Work item: Return, from the listing below, every line that includes "Close".
........
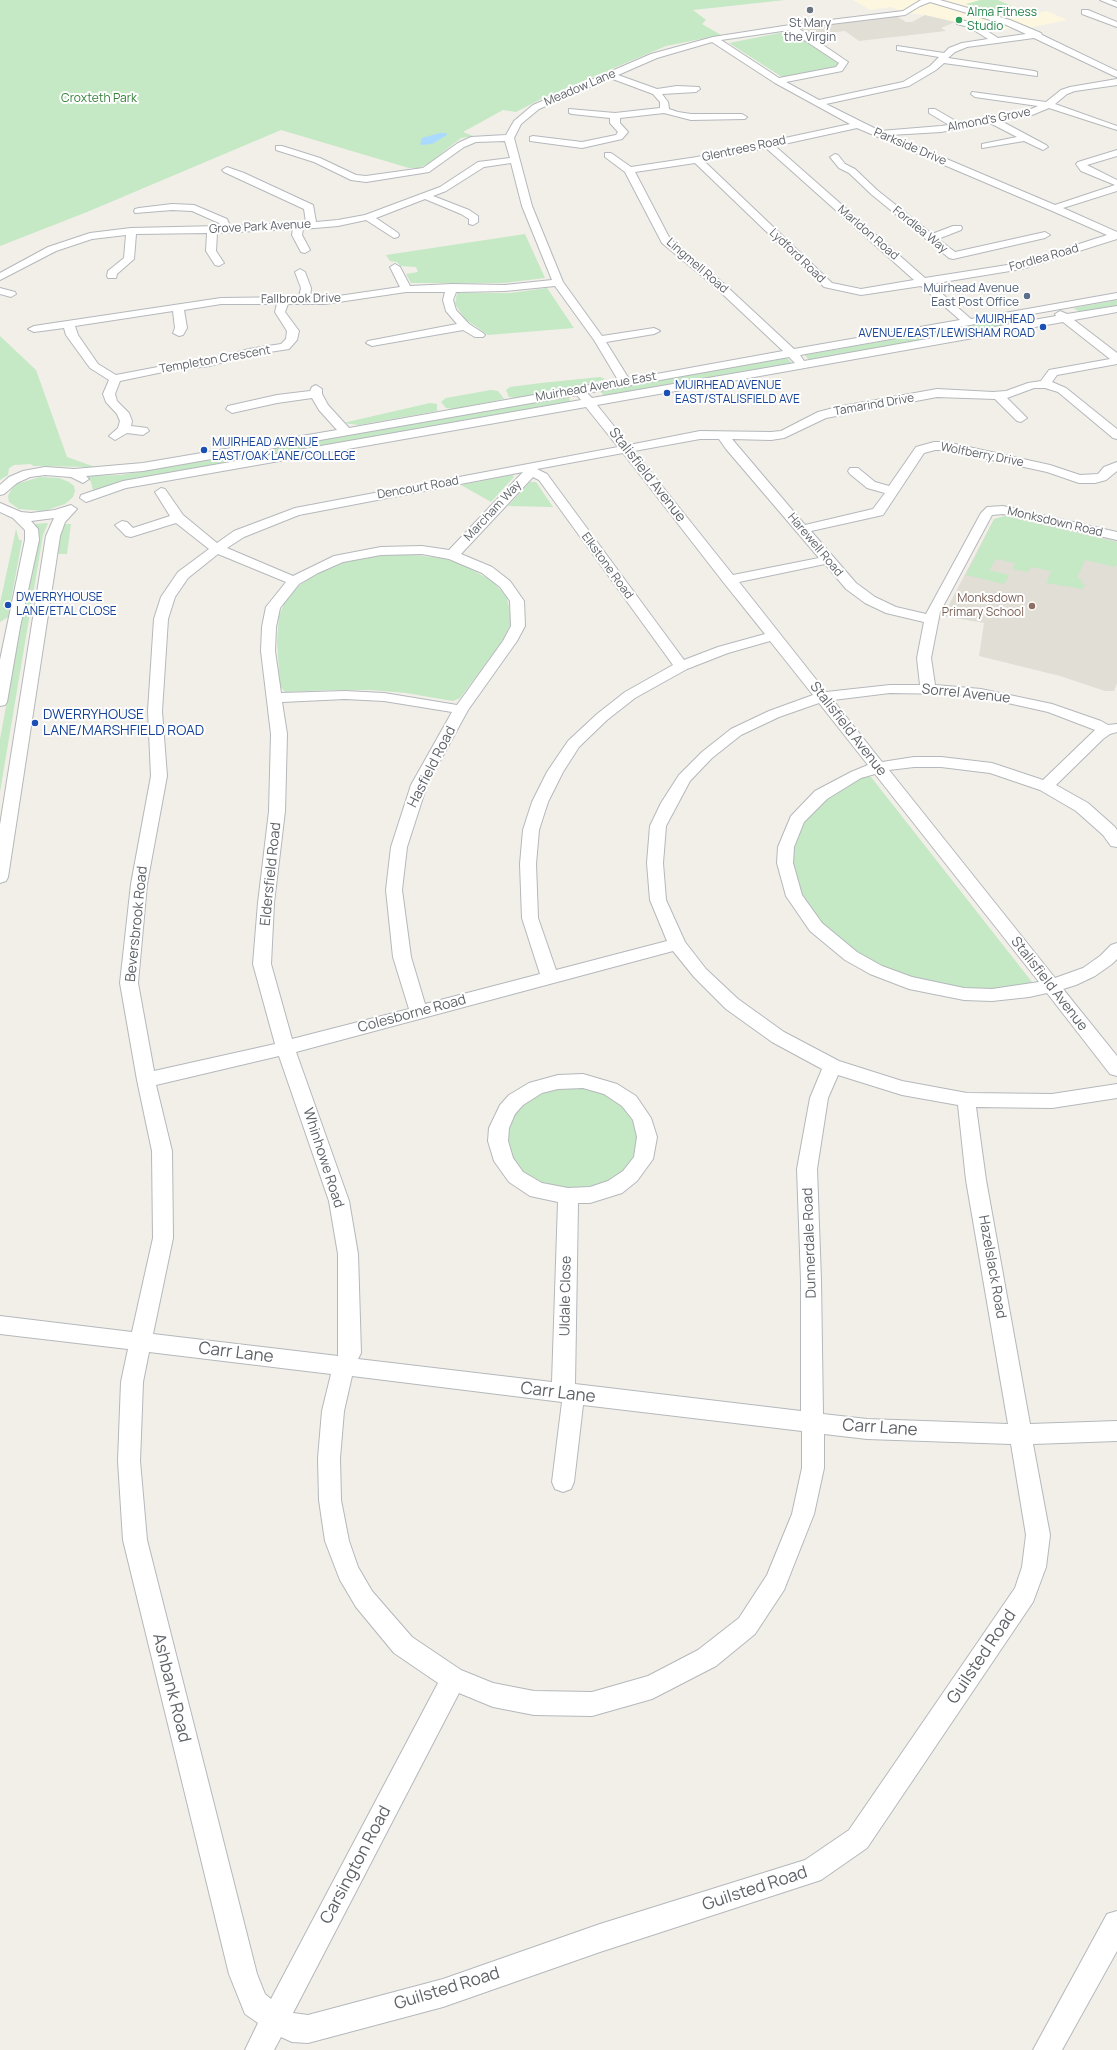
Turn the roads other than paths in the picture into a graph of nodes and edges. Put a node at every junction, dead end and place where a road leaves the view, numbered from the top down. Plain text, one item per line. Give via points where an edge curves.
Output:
1 (931, 0) edge
2 (1104, 0) edge
3 (906, 1) edge
4 (917, 4) junction
5 (1117, 5) edge
6 (1085, 12) dead end
7 (1117, 16) edge
8 (1104, 19) junction
9 (960, 22) dead end
10 (1117, 25) edge
11 (790, 27) junction
12 (1038, 35) junction
13 (713, 39) junction
14 (995, 40) junction
15 (900, 48) dead end
16 (944, 58) junction
17 (1034, 74) dead end
18 (1117, 74) edge
19 (610, 75) junction
20 (778, 81) junction
21 (1117, 82) edge
22 (696, 89) dead end
23 (656, 92) junction
24 (975, 94) dead end
25 (817, 103) junction
26 (1048, 105) junction
27 (665, 110) junction
28 (932, 111) dead end
29 (574, 113) dead end
30 (736, 115) dead end
31 (614, 116) junction
32 (992, 120) junction
33 (858, 125) junction
34 (957, 126) junction
35 (1115, 128) dead end
36 (877, 133) junction
37 (509, 138) junction
38 (541, 138) dead end
39 (1025, 138) junction
40 (767, 144) junction
41 (985, 146) dead end
42 (1044, 147) dead end
43 (282, 152) dead end
44 (1117, 153) edge
45 (608, 155) dead end
46 (835, 157) dead end
47 (516, 160) junction
48 (697, 160) junction
49 (629, 170) junction
50 (228, 173) dead end
51 (1117, 183) edge
52 (1117, 188) edge
53 (425, 196) junction
54 (1054, 208) junction
55 (139, 210) dead end
56 (368, 217) junction
57 (473, 222) dead end
58 (311, 225) junction
59 (298, 226) junction
60 (957, 228) dead end
61 (212, 230) junction
62 (224, 230) junction
63 (131, 231) junction
64 (394, 234) dead end
65 (1045, 235) dead end
66 (1116, 236) edge
67 (931, 238) junction
68 (992, 248) junction
69 (305, 250) dead end
70 (219, 263) dead end
71 (1022, 266) junction
72 (411, 270) dead end
73 (112, 276) dead end
74 (0, 277) edge
75 (288, 280) dead end
76 (558, 282) junction
77 (923, 282) junction
78 (452, 287) junction
79 (406, 288) junction
80 (0, 291) edge
81 (11, 294) dead end
82 (1117, 296) edge
83 (284, 300) junction
84 (304, 301) junction
85 (178, 308) junction
86 (1051, 308) junction
87 (1117, 309) edge
88 (1065, 318) junction
89 (968, 322) junction
90 (69, 324) junction
91 (465, 326) junction
92 (34, 329) dead end
93 (183, 329) dead end
94 (654, 331) dead end
95 (479, 335) dead end
96 (377, 340) dead end
97 (599, 340) junction
98 (285, 347) junction
99 (296, 352) dead end
100 (792, 354) junction
101 (1117, 360) edge
102 (804, 365) junction
103 (115, 379) junction
104 (625, 382) junction
105 (1046, 384) junction
106 (578, 390) junction
107 (998, 396) junction
108 (589, 403) junction
109 (232, 409) dead end
110 (996, 414) dead end
111 (143, 431) dead end
112 (346, 432) junction
113 (1117, 435) edge
114 (725, 436) junction
115 (627, 449) junction
116 (1117, 466) edge
117 (870, 467) dead end
118 (530, 469) junction
119 (854, 471) junction
120 (74, 473) junction
121 (841, 473) dead end
122 (1, 488) edge
123 (893, 491) junction
124 (161, 492) dead end
125 (86, 498) junction
126 (0, 507) edge
127 (67, 512) junction
128 (18, 515) junction
129 (178, 518) junction
130 (802, 530) junction
131 (127, 534) dead end
132 (1117, 536) edge
133 (217, 549) junction
134 (452, 555) junction
135 (826, 560) junction
136 (729, 580) junction
137 (294, 581) junction
138 (931, 620) junction
139 (7, 627) edge
140 (773, 636) junction
141 (682, 666) junction
142 (928, 689) junction
143 (822, 697) junction
144 (274, 698) junction
145 (0, 702) edge
146 (461, 710) junction
147 (1111, 729) edge
148 (878, 767) junction
149 (1046, 786) junction
150 (1114, 834) edge
151 (0, 877) edge
152 (677, 944) junction
153 (1117, 949) edge
154 (550, 977) junction
155 (1049, 986) junction
156 (419, 1012) junction
157 (285, 1048) junction
158 (832, 1066) junction
159 (1117, 1069) edge
160 (146, 1080) junction
161 (1117, 1091) edge
162 (967, 1100) junction
163 (568, 1196) junction
164 (0, 1325) edge
165 (140, 1341) junction
166 (345, 1367) junction
167 (568, 1394) junction
168 (814, 1423) junction
169 (1117, 1431) edge
170 (1022, 1434) junction
171 (563, 1482) dead end
172 (453, 1679) junction
173 (1117, 1924) edge
174 (275, 2019) junction
175 (259, 2050) edge
176 (1047, 2050) edge

1 - 4 street, Meadow Lane
1 - 12 street via 1007,22
2 - 5 street
3 - 4 street
4 - 11 street, Meadow Lane via 905,13
6 - 8 street
7 - 8 street
8 - 10 street
9 - 14 street via 972,25
11 - 13 street, Meadow Lane
11 - 20 street via 844,62 839,69
12 - 14 street
12 - 18 street
13 - 19 street, Meadow Lane via 654,56
13 - 20 street, Parkside Drive
14 - 16 street via 965,45 952,50
15 - 16 street
16 - 17 street
16 - 25 street via 926,73 906,84
19 - 23 street
19 - 37 street, Meadow Lane via 536,107 521,118
20 - 25 street, Parkside Drive
21 - 26 street, Almond's Grove via 1064,92
22 - 23 street via 687,86
23 - 27 street via 664,102
24 - 26 street
25 - 33 street, Parkside Drive
26 - 32 street, Almond's Grove via 1029,113
26 - 35 street
27 - 30 street via 691,117
27 - 31 street
28 - 34 street
29 - 31 street
31 - 38 street via 615,123 623,132 619,137 582,145
32 - 34 street, Almond's Grove
32 - 39 street
33 - 36 street, Parkside Drive
33 - 40 street, Glentrees Road
34 - 36 street, Almond's Grove via 926,131
36 - 54 street, Parkside Drive
37 - 43 street via 474,139 461,145 426,170 374,179 354,178 317,160
37 - 47 street
39 - 41 street
39 - 42 street
40 - 48 street, Glentrees Road
40 - 77 street, Marldon Road
44 - 51 street via 1081,164 1084,169
45 - 49 street, Lingmell Road
46 - 67 street, Fordlea Way via 842,166 852,171
47 - 53 street, Grove Park Avenue via 481,164 453,183
47 - 76 street via 527,206
48 - 49 street, Glentrees Road
48 - 77 street, Lydford Road via 828,285 861,292
49 - 100 street, Lingmell Road via 666,242 719,285
50 - 58 street via 309,207
52 - 54 street
53 - 56 street, Grove Park Avenue
53 - 57 street via 465,212 474,218
54 - 66 street, Parkside Drive
55 - 62 street via 194,208 223,220
56 - 58 street, Grove Park Avenue
56 - 64 street
58 - 59 street, Grove Park Avenue
59 - 62 street, Grove Park Avenue
59 - 69 street via 297,235
60 - 67 street
61 - 62 street, Grove Park Avenue
61 - 63 street, Grove Park Avenue
61 - 70 street via 211,251
63 - 73 street via 129,259 112,272
63 - 74 street, Grove Park Avenue via 90,236 66,243
65 - 68 street, Fordlea Way
66 - 71 street, Fordlea Road
67 - 68 street, Fordlea Way via 952,256
68 - 71 street
71 - 77 street, Fordlea Road
72 - 79 street via 396,269
75 - 84 street via 302,276 306,288
76 - 78 street, Fallbrook Drive via 505,288
76 - 97 street
77 - 89 street, Marldon Road
78 - 79 street, Fallbrook Drive
78 - 91 street via 448,306
79 - 84 street, Fallbrook Drive via 334,300
80 - 81 street
82 - 86 street, Muirhead Avenue East
83 - 84 street, Fallbrook Drive
83 - 85 street, Fallbrook Drive via 238,300
83 - 98 street, Templeton Crescent via 280,312 293,331 291,340
85 - 90 street, Fallbrook Drive
85 - 93 street
86 - 88 street
86 - 89 street, Muirhead Avenue East
87 - 88 street, Muirhead Avenue East
88 - 101 street
88 - 102 street, Muirhead Avenue East
89 - 100 street, Muirhead Avenue East
90 - 92 street, Fallbrook Drive
90 - 103 street via 72,335 94,366
91 - 95 street
91 - 96 street
94 - 97 street
97 - 104 street
98 - 99 street
98 - 103 street, Templeton Crescent
100 - 102 street, Lingmell Road
100 - 104 street, Muirhead Avenue East
101 - 105 street via 1053,372
102 - 108 street, Muirhead Avenue East
103 - 111 street via 109,394 125,418 119,433
104 - 106 street, Muirhead Avenue East
105 - 107 street, Tamarind Drive via 1032,385
105 - 113 street via 1062,390
106 - 108 street, Stalisfield Avenue
106 - 112 street, Muirhead Avenue East
107 - 110 street via 1017,415
107 - 114 street, Tamarind Drive via 937,393 822,415 784,434
108 - 115 street, Stalisfield Avenue
108 - 125 street, Muirhead Avenue East via 123,486
109 - 112 street via 316,392 323,407
112 - 120 street, Muirhead Avenue East via 143,467
114 - 115 street, Tamarind Drive via 700,435
114 - 130 street, Harewell Road via 730,446
115 - 118 street, Dencourt Road
115 - 136 street, Stalisfield Avenue
116 - 123 street, Wolfberry Drive via 1108,470 1102,477 1079,479 1050,469 946,446 934,446 920,450
117 - 119 street
118 - 133 street, Dencourt Road via 295,512 246,531
118 - 134 street, Marcham Way
118 - 141 street, Elkstone Road via 543,477 675,660
119 - 121 street
119 - 123 street via 871,486
120 - 122 street, Muirhead Avenue East via 45,471 27,474
120 - 125 street via 87,483 89,491
123 - 130 street, Wolfberry Drive via 878,512
124 - 129 street
125 - 127 street, Muirhead Avenue East
126 - 128 street
127 - 128 street via 44,516
127 - 151 street via 58,521 53,536
128 - 139 street via 31,529 32,540
129 - 131 street
129 - 133 street
130 - 135 street, Harewell Road
132 - 138 street, Monksdown Road via 1003,510 992,510 987,513 939,598
133 - 137 street
133 - 160 street, Beversbrook Road via 183,575 168,597 161,619 156,711 159,776 139,884 129,983
134 - 137 street, Hasfield Road via 401,550 366,553 327,564
134 - 146 street, Hasfield Road via 480,566 498,577 514,597 518,612 518,626 510,642
135 - 136 street
135 - 138 street, Harewell Road via 851,586 870,600 891,610
136 - 140 street, Stalisfield Avenue
137 - 144 street, Eldersfield Road via 278,600 270,616 268,651
138 - 142 street via 924,658
139 - 145 street
140 - 141 street via 723,650
140 - 143 street, Stalisfield Avenue
141 - 154 street via 630,695 573,744 540,802 531,830 528,864 530,918
142 - 143 street, Sorrel Avenue via 890,689
142 - 147 street, Sorrel Avenue via 981,693 1028,702
143 - 148 street, Stalisfield Avenue
143 - 152 street, Sorrel Avenue via 774,714 736,732 684,778 669,803 658,826 655,863 658,900
144 - 146 street via 376,697
144 - 157 street, Eldersfield Road via 280,734 277,811 262,964
146 - 156 street, Hasfield Road via 419,785 399,847 394,890 402,957
147 - 149 street
148 - 149 street via 914,762 964,764 992,768
148 - 155 street, Stalisfield Avenue
148 - 155 street via 850,777 821,794 797,820 790,833 785,864 794,896 805,914 825,936 851,956 876,970 910,983 964,994 992,995
149 - 150 street via 1082,807
152 - 154 street, Colesborne Road
152 - 158 street, Sorrel Avenue via 700,973 732,1004 778,1037
153 - 155 street via 1089,972 1070,981
154 - 156 street, Colesborne Road
155 - 159 street, Stalisfield Avenue
156 - 157 street, Colesborne Road
157 - 160 street, Colesborne Road
157 - 166 street, Whinhowe Road via 339,1201 348,1254 350,1353
158 - 162 street, Sorrel Avenue via 902,1088
158 - 168 street, Dunnerdale Road via 819,1098 807,1169
160 - 165 street, Beversbrook Road via 162,1151 162,1238
161 - 162 street, Sorrel Avenue via 1052,1101
162 - 170 street, Hazelslack Road via 976,1180
163 - 163 street via 537,1190 516,1177 504,1161 498,1141 499,1128 507,1110 516,1100 536,1088 558,1082 584,1081 610,1089 630,1101 642,1118 647,1137 643,1159 630,1176 614,1187 590,1195
163 - 167 street, Uldale Close via 563,1384
164 - 165 street, Carr Lane
165 - 166 street, Carr Lane
165 - 174 street, Ashbank Road via 132,1382 129,1461 134,1540 244,1974 255,2004
166 - 167 street, Carr Lane
166 - 172 street, Whinhowe Road via 333,1411 329,1458 330,1500 337,1541 348,1572 364,1599 403,1645
167 - 168 street, Carr Lane
167 - 171 street, Uldale Close via 573,1401
168 - 170 street, Carr Lane via 902,1430
168 - 172 street, Dunnerdale Road via 813,1468 803,1514 776,1582 747,1626 707,1658 652,1687 592,1704 534,1703 493,1695
169 - 170 street, Carr Lane
170 - 174 street, Guilsted Road via 1038,1535 1034,1567 1025,1594 858,1839 812,1871 600,1938 443,1992 308,2029 292,2028
172 - 174 street, Carsington Road
173 - 176 street
174 - 175 street, Carsington Road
........
Answer space:
163 - 167 street, Uldale Close via 563,1384
167 - 171 street, Uldale Close via 573,1401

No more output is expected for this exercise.